Dan Kurnos: Great. Thanks. Good morning. Nice job on the bottom-line, guys, in the quarter. Couple of things for me, maybe just on some of the noise around mix here. You did talk about PMall having the strong Cyber Monday. Can you just talk how it did overall in the quarter? And I think in the past, we’ve kind of talked about some pricing (ph) within PMall. On the gifting side, which we can keep separate for now, you’ve got some price uplift, but just in general, like either Consumer Floral or PMall, how are you thinking about kind of pricing and promotion activity given kind of the consumer backdrop right now as we go into Q1 with a bunch of excess inventory built up kind of all throughout e-comm? How are you thinking about that backdrop?

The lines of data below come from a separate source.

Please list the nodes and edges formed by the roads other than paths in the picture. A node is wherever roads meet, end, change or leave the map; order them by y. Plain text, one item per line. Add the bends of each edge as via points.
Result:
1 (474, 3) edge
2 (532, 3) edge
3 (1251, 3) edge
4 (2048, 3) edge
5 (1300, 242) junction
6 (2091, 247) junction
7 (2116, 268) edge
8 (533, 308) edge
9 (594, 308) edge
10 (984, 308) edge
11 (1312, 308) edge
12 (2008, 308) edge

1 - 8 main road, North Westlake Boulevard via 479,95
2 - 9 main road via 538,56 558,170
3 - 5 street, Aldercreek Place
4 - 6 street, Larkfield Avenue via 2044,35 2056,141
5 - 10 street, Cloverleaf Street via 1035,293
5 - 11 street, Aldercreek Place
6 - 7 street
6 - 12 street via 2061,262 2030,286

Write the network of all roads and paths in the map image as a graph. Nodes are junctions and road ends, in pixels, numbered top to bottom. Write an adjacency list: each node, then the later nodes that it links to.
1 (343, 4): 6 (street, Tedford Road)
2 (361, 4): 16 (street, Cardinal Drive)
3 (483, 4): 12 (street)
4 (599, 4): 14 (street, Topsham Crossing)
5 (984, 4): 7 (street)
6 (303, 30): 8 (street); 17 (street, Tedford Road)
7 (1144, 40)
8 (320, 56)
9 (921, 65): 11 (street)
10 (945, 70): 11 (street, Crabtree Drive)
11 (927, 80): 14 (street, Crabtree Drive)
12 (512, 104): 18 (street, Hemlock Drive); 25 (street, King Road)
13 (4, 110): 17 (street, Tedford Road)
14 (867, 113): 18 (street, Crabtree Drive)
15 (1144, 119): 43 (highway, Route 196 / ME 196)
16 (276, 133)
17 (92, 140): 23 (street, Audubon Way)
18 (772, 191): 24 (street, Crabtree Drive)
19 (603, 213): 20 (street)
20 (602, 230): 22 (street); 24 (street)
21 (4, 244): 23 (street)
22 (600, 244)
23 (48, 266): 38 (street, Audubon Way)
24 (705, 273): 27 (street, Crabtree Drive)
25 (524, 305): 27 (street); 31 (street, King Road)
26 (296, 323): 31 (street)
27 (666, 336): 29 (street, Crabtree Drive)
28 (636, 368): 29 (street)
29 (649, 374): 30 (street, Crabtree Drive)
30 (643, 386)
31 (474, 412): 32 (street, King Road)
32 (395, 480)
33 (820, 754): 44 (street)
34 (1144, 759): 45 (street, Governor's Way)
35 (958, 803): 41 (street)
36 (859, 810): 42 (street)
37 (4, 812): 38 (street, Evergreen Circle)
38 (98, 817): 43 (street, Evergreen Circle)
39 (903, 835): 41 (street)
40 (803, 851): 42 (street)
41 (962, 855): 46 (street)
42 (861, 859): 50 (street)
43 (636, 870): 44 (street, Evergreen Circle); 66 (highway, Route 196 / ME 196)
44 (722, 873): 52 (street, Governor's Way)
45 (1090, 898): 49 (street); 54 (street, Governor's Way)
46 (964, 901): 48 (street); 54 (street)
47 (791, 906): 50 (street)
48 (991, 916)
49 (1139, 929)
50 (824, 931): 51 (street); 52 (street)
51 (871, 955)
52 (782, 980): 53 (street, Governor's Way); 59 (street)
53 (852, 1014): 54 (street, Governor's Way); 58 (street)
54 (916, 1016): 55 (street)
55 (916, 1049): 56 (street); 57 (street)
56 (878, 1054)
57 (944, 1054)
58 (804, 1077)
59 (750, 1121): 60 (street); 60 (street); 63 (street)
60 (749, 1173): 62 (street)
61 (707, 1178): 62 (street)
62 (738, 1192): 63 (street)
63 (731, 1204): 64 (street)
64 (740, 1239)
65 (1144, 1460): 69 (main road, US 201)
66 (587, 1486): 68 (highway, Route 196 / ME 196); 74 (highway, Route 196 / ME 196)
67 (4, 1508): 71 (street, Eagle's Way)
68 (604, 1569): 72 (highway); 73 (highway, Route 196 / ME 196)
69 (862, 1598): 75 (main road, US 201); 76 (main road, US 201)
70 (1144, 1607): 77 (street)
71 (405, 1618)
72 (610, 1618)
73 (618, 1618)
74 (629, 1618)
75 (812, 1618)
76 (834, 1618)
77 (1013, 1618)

Chris McCann: Sure. Thanks, Dan. Good to hear from you. We’re very happy with the quarter and the performance that we had, especially on how we managed the cost structure of the company throughout the quarter. So, thank you for that. As we look forward, from a PMall perspective, we were thrilled to see that Cyber Monday being a record day for PMall. And Bill, overall PMall performance?
Bill Shea: Yes. PMall was down that mid-single digit kind of range from a top-line perspective. Again, it’s seeing the same kind of trends we’re seeing throughout the business and that every day is soft. It had a strong Cyber Monday, a little softness in the early part of December, and then a very strong finish.
Chris McCann: And Tom, what are we looking at really from the pricing initiatives from a PMall and Consumer Floral point of view as we look forward now?
Tom Hartnett: Yes. I mean — good morning, Dan. It’s Tom. Certainly, we talked about our strategic pricing initiatives on some of the — our lower price point products, whether it’d be PersonalizationMall, Shari’s, Cheryl’s Cookies, those consumers where their household incomes are a little bit more challenged in this environment. We have seen the need to be promotional, but as Chris mentioned in his remarks, we’ve been able to pull away from some of the shipping discounts we’ve done in the past. So, we’ve been able to maintain margins pretty well on that. I mean — and with Flowers — and we’re certainly blessed with our largest brands Harry & David and Flowers where we have a broad-ranging consumers, so many of them are in higher household demographic incomes, and that allows us to move customers up on value and pricing and take advantage of the bundles and create your own products that we have to increase prices to those consumers.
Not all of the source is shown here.